Like all the artist’s work, the creation of All That Jazz was a haptic rather than predetermined experience. Gascoigne was opposed to the idea of planning, and didn’t draw, use collage, or experiment with compositional ideas before commencing a piece. As the artist’s son, Martin Gascoigne has noted, her approach was ‘visual and practical, not conceptual’, and she let her materials ‘take her by the arm’.6 By glueing the slithers of wood to a plywood backing board and working in small component parts, Gascoigne could shuffle the pieces until they settled in place and felt ‘right’. As she remarked,
 
‘I can’t do anything except I can see and I can arrange… but mostly I can arrange …I can do something that feels like something but I can’t do anything that looks like something.’7
 
Before beginning, there was no sense as to scale or if the work was single or multi-panelled, horizontal or vertical. This was determined in the making, and in the time sitting with and studying the piece after its completion. This was also the stage at which it was given a title – the title the work seemed to demand for itself.
 
1. Eagle, M., ‘Rosalie Gascoigne: Artist and Sculptor’, The Age, 1 November 1999
2. Rosalie Gascoigne, cited in Gascoigne, M., Rosalie Gascoigne: A Catalogue Raisonné, Australian National University Press, Canberra, 2019, p. 187. March Past, 1978 – 79 was first exhibited in the artist’s solo exhibition at Ray Hughes Gallery, Sydney in 1979
3. ibid., pp. 71, 78, 120. The last work Gascoigne made with soft drink crates was Great Blond Paddocks, 1998 – 99. In his catalogue raisonné, Martin Gascoigne gives two different totals, saying Gascoigne made around 127 works from soft drink crates (p. 71) as well as around 130 (p. 120)

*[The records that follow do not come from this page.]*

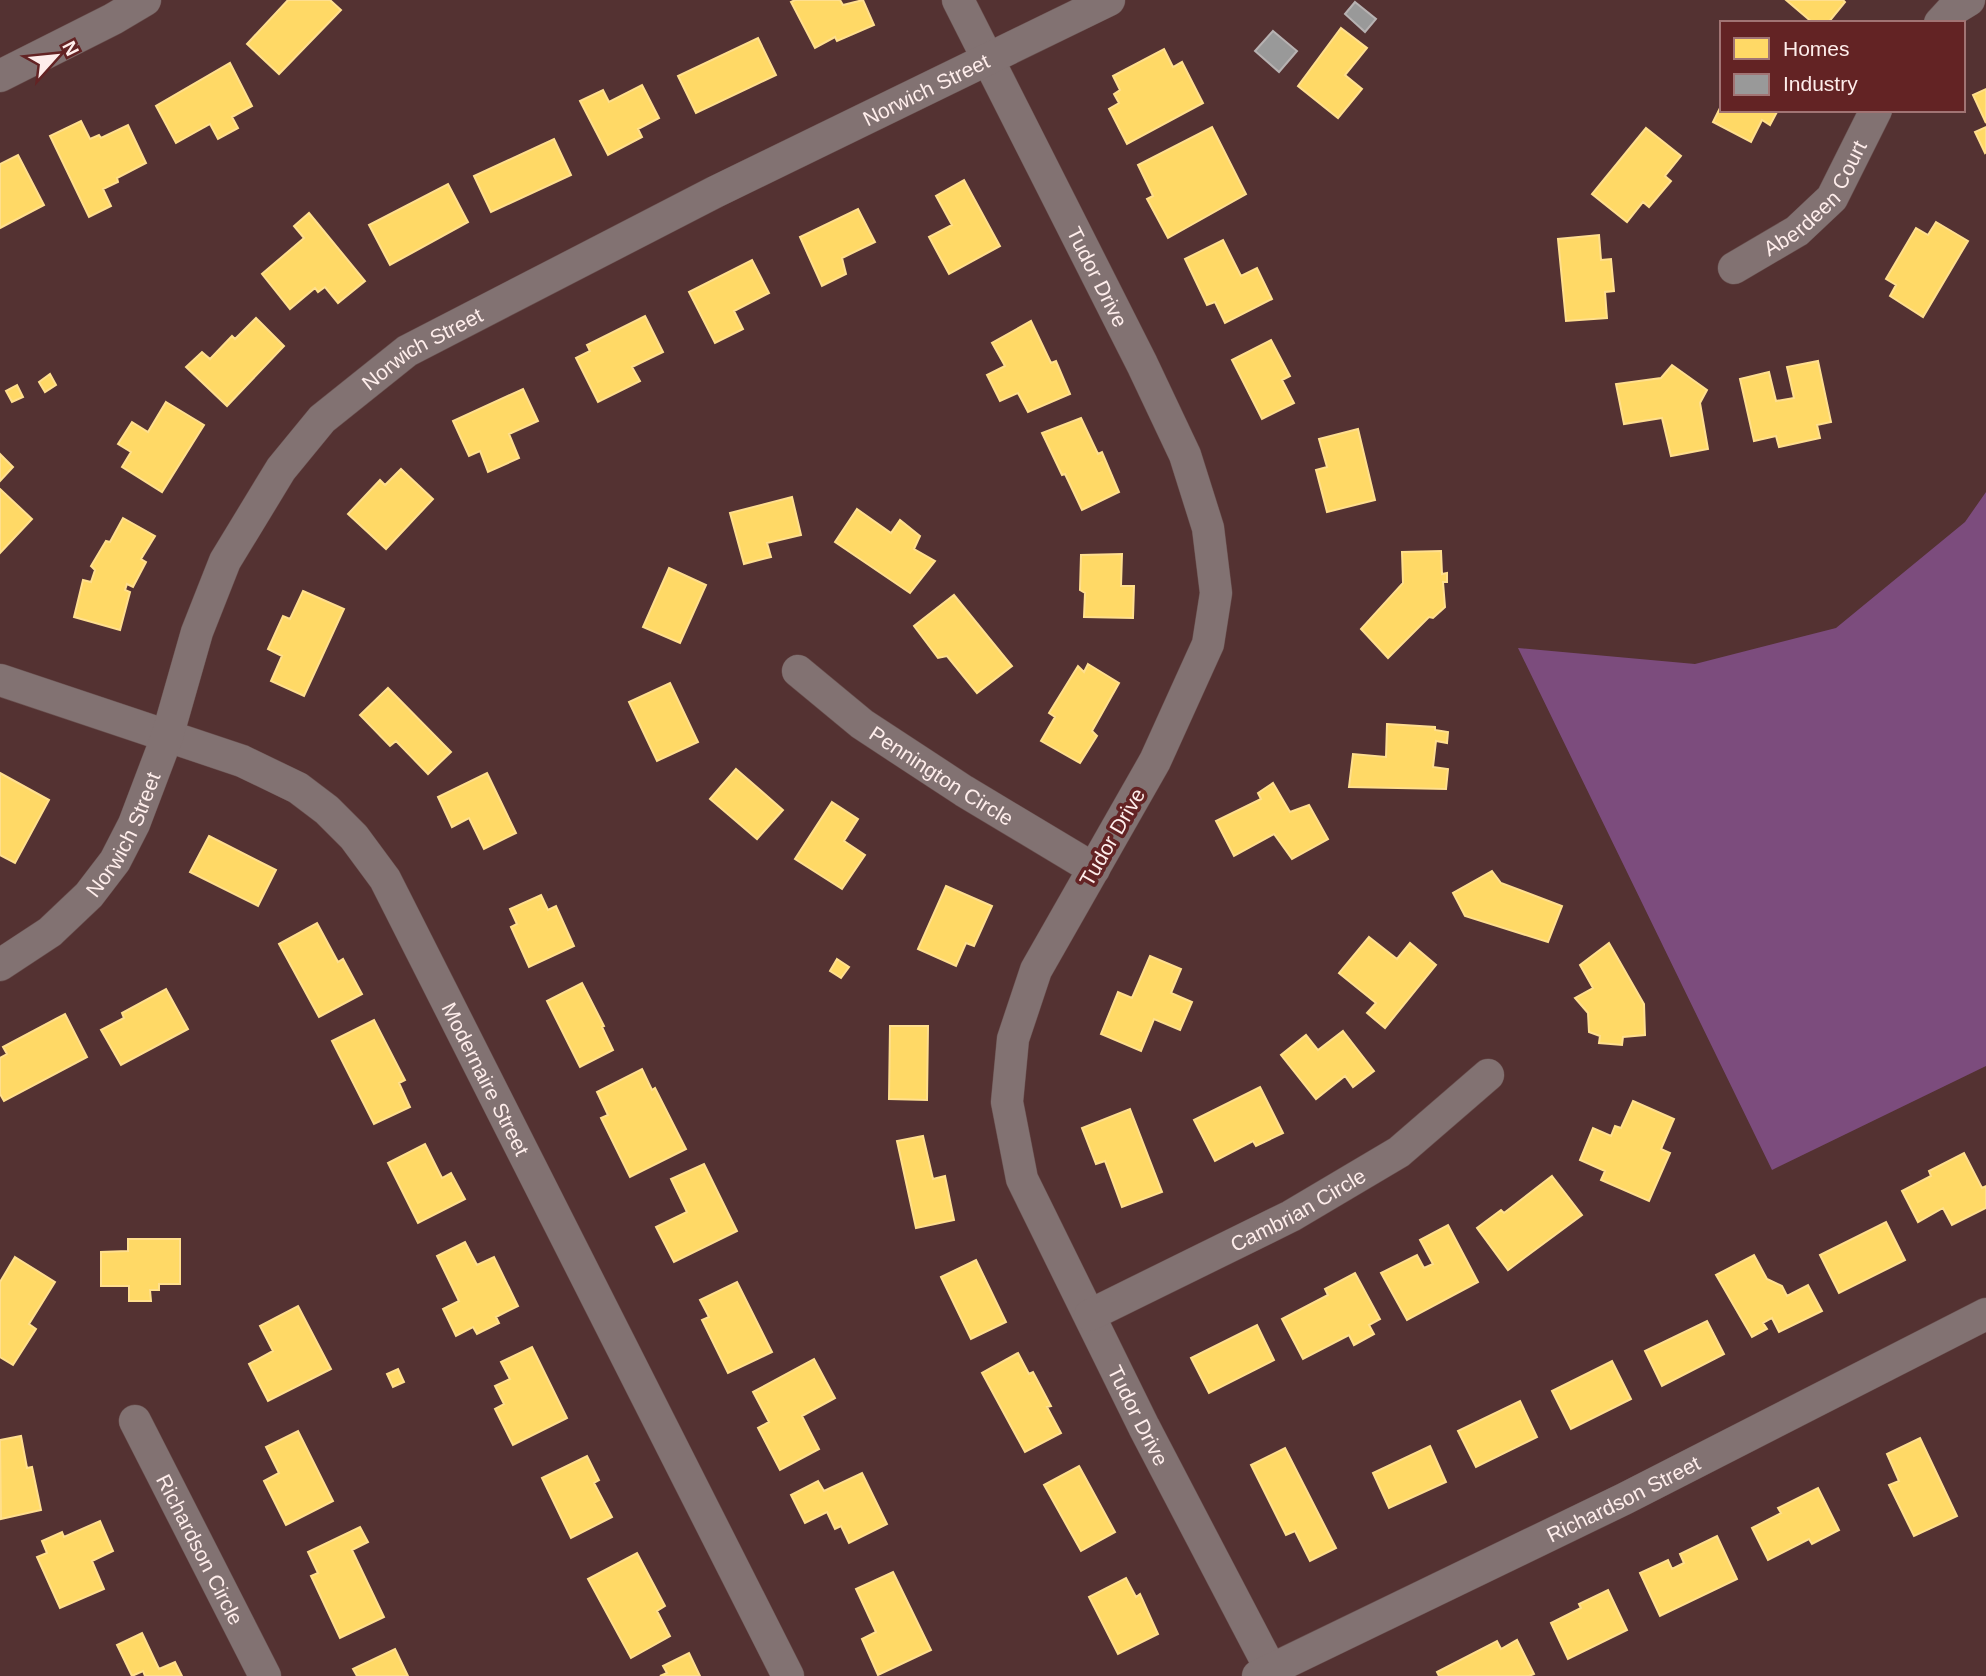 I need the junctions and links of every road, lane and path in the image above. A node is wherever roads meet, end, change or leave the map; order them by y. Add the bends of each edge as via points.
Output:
1 (145, 0) edge
2 (958, 0) edge
3 (1109, 0) edge
4 (1969, 0) edge
5 (1942, 21) edge
6 (988, 60) junction
7 (0, 76) edge
8 (1875, 112) edge
9 (1734, 268) dead end
10 (798, 670) dead end
11 (0, 680) edge
12 (167, 737) junction
13 (1094, 869) junction
14 (0, 965) edge
15 (1488, 1075) dead end
16 (1986, 1314) edge
17 (1090, 1315) junction
18 (135, 1421) dead end
19 (1264, 1673) edge
20 (265, 1676) edge
21 (788, 1676) edge

1 - 7 street
2 - 6 street, Tudor Drive
3 - 6 street, Norwich Street
4 - 5 street
6 - 12 street, Norwich Street via 715,192 407,351 321,419 281,469 225,561 197,632
6 - 13 street, Tudor Drive via 1180,444 1208,528 1216,593 1208,644 1155,761
8 - 9 street, Aberdeen Court via 1832,198 1797,231
10 - 13 street, Pennington Circle via 874,731
11 - 12 street, Modernaire Street
12 - 14 street, Norwich Street via 115,861 89,895 50,932
12 - 21 street, Modernaire Street via 242,761 298,788 354,837 385,878
13 - 17 street, Tudor Drive via 1036,971 1013,1039 1006,1102 1023,1179
15 - 17 street, Cambrian Circle via 1399,1152 1291,1216
16 - 19 street, Richardson Street via 1624,1499
17 - 19 street, Tudor Drive
18 - 20 street, Richardson Circle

4. Gascoigne, S.C.B., ‘The Artist-In-Residence’ in Eagle, M. (ed.), From the Studio of Rosalie Gascoigne, The Australian National University Drill Hall Gallery, Canberra, 2000, p. 12
5. Eagle, M., 'Rosalie Gascoigne’s Lyrical Derailments' in Seear, L. & Ewington, J. (eds.), Brought to Light II: Contemporary Australian Art 1966 – 2006, Queensland Art Gallery, Brisbane, 2007, p. 200
6. Gascoigne, M., op. cit., p. 70
7. Rosalie Gascoigne, cited in Peter Ross, ‘Interview with Rosalie Gascoigne (transcript)’, Review, ABC TV, broadcast 12 August 1990.